When the Sun Sets

by Gemini7997



Category: Teen Titans (Animated Series)
Genre: Beautiful Crime references, Canon-Typical Violence, Gen
Language: English
Status: In-Progress
Published: 2018-08-13
Updated: 2018-08-13
Packaged: 2019-06-26 15:01:10
Rating: General Audiences
Warnings: No Archive Warnings Apply
Chapters: 1
Words: 3,318
Publisher: archiveofourown.org
Story URL: https://archiveofourown.org/works/15665583
Author URL: https://archiveofourown.org/users/Gemini7997/pseuds/Gemini7997
Summary: A lot had occurred in the year since Slade's first ultimatum to Robin.  However, some things would never change.  Slade's voice was still low but had a little of a manic edge to it this time.  “The sun will set on this ‘hero’ phase of your life soon.  Consider that a promise—from me to you, apprentice.”





	When the Sun Sets

**Author's Note:**

> Like usual, this piece was inspired after listening to a song. This one was called Beautiful Crime by Tamer. If you’ve heard it you’d probably agree it’s… kind of uncanny how much it fits!
> 
> I’m new to writing for Teen Titans, so let me know how I do concerning keeping the characters in character or anything else you have comments on!
> 
> *picks up and caresses a giant mallet with the word ‘SYMBOLISM’ painted across the head*

This was a real nightmare. 

 

Well… not then, anyway.  But even with the cheery atmosphere, he couldn’t shake the feeling that things would take a turn for the sinister.  He had no idea why, but his gloved hands felt clammy, and his throat was dry.

 

Robin had to take a dee breath to steel his nerves.  He could hear the ambient noises of the band playing in the background, along with the chattering and laughing of the masses that were attending Jump Festival.  “Do not worry, Robin.  If any one of us is capable of the doing of the public speaking, I am sure it is you!”  Starfire’s voice soothed him as she set a hand gently on his shoulder.

 

Thank you, Star.  But it’s not really about the speech as much as…” he scrunched up his eyebrows in slight worry.  When she blinked at how he trailed off, he sighed and shook his head.  “I just have a bad feeling something’s going to go wrong.”

 

The alien princess didn’t have much of a chance to reply to the statement, as Beast Boy chimed in, “Ah, I’m sure nothing’s gonna go wrong, dude!  You’re just being paranoid.”

 

Raven sighed at that, “If something _does_ happen, Robin, I’m sure we’ll have it covered.”

 

“And now, everybody, if I could have your attention!” came the announcer’s voice over microphone from the stage.  A pause followed this as he waited for the crowd to fall silent.

 

“Looks like that’s our cue!” Cyborg chuckled somewhat nervously.

 

“We have the wonderful opportunity of hearing from some fine young folks today!  You just might know them.  They’re coming up on their second anniversary of being established here in this fine city.  When there’s trouble, you know who to call…  Please join me in welcoming the _Teen Titans!_ ”  The band, brass blazing, began playing again, this time that new melody that had become the Titans’ theme song as of late.

 

Robin felt Cyborg push him from behind to get him moving.  He stepped out from behind the curtain, hearing the cheers of the audience, and suddenly the Boy Wonder was struck once again with the horrible feeling that something was not right anymore. 

 

Standing in front of the microphone, Robin began a little shakily with a small laugh, “Good afternoon, everyone…  It’s such an honor…”  The young hero’s eyes landed on a face in the crowd, and he felt his heart drop into his stomach.

 

He reached for his utility belt.

 

Slade gave him a small wave of his hand in a ‘hello’ gesture.  It was hard to tell, but Robin was very certain that the blink of his eye was supposed to be a wink.  Mouth opening and closing like a fish out of water, Robin attempted to warn the members of the audience of the criminal among them.

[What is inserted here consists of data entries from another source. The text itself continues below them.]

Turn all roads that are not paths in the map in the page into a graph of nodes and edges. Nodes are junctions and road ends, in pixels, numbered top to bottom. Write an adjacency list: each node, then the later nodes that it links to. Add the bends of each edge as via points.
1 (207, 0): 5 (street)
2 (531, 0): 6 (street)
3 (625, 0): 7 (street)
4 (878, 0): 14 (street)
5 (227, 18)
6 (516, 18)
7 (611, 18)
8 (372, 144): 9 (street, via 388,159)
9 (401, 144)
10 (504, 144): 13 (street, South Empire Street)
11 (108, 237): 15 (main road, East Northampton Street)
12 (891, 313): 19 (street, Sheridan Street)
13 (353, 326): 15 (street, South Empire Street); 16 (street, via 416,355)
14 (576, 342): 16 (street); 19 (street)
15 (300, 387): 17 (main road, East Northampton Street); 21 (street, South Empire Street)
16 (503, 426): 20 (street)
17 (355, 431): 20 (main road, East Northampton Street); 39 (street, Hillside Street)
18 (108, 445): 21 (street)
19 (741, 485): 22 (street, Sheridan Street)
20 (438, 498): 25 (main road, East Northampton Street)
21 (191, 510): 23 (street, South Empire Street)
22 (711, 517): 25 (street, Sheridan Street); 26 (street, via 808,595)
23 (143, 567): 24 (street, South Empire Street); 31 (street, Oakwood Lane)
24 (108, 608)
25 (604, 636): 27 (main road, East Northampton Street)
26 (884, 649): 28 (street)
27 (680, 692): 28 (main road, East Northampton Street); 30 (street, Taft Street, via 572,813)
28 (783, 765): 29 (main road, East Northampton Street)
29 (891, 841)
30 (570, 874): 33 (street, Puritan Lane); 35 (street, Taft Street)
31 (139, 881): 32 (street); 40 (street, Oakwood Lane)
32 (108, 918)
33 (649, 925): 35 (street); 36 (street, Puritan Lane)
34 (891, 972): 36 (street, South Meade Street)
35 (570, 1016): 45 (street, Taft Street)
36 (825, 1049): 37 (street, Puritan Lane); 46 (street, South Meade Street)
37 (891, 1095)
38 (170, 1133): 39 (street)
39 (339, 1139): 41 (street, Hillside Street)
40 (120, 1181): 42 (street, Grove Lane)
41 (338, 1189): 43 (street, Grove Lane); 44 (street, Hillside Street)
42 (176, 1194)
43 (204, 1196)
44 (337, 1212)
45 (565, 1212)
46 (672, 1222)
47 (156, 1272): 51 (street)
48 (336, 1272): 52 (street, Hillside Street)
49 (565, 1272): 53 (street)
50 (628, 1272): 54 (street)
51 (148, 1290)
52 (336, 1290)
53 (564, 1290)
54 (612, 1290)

But nothing came out.  No one was noticing him. 

 

_Why weren’t they noticing him??_

That was when he realized that the whole city had gone quiet and still.  Figures were motionless, not budging an inch.  Turning his head to the side to look behind him, he saw that his teammates were frozen in place as well.  It seemed that everyone was frozen in time except for him.  And Slade.

 

The man held up a familiar looking detonator in his hand.  “A moment of your time, Robin?” he asked innocently.

 

“ _Slade!_   What have you done?”

 

His surroundings were growing darker.  “I’ve missed you, Robin.  I merely wanted to let you know that the offer still stands.” Slade said in that same calm tone.

 

“When are you going to let that go?!” Robin snarled.

 

Slade’s eye looked upward, as if pondering the question in all seriousness.  “Hmm.  Not until you take me up on it.  I’m as stubborn as you are, it would seem.  And my patience is beginning to _run out_.” 

 

Before Robin could process it, his surroundings had suddenly changed, and now he was in a building.  The walls were nondescript, dark and barely visible as the lights flickered and short circuited one by one down the hallway.  Slade stood at the end, bathed in the light of the bulb above him until it too went out.  Growling, Robin ran towards the last location he saw the man at.

 

Robin’s breath came out in soft sharp pants as he sprinted down the dark and windowless hallway.  Each step with his boots echoed loudly in his ear.  He couldn’t be too much farther ahead.  He had to catch him. 

 

Then the hated voice of his enemy pierced him to the core.  Soft, yet perfectly heard over the hammering of his heart and feet.  “Why are you running from me, Robin?”

 

Slade was behind him. 

 

The boy planted his feet in the floor and screeched to a stop, whipping around to look behind him.  Nothing.  “Don’t tell me you’re afraid of me.  That hurts my feelings.”

 

Seeing a flash of the orange half of his mask in the darkness in front of him, Robin struck out with his fist, but hit nothing but air.  Slade laughed softly, but it was also incredibly loud at the same time, like someone had turned up the volume to its max.  Robin winced, momentarily covering his ears with his hands.  It seemed to come from everywhere at once.  He didn’t know which way to look.

 

“It wasn’t a rhetorical question, Robin…  Or should I take that as a yes?”

 

Robin growled under his breath, but his pride refused to let him remain silent and ignore the ~~question~~ accusation.  “I’m not afraid of you!  Come out, Slade!”

 

An unseen force careened into Robin from the side.  He was knocked into the wall on his other side.  “That is a lie if I’ve ever heard one.  You’re afraid of what I can and _will_ do.  To your precious city, your friends… to you…”  The teen launched his fist into Slade’s sternum.  Slade didn’t even grunt from the force of Robin’s blow.  It was like punching a brick wall.  Robin forced himself not to give into the temptation of rubbing his sore knuckles and swung his other fist.  However, it phased harmlessly through the air as Slade was no longer there, and he felt several rapid punches and kicks connect with his face, diaphragm, and back.  Slade was holding back, all things considered—he was still able to scramble back to his feet quickly.  But it still hurt like none other.  Slade was still out of sight.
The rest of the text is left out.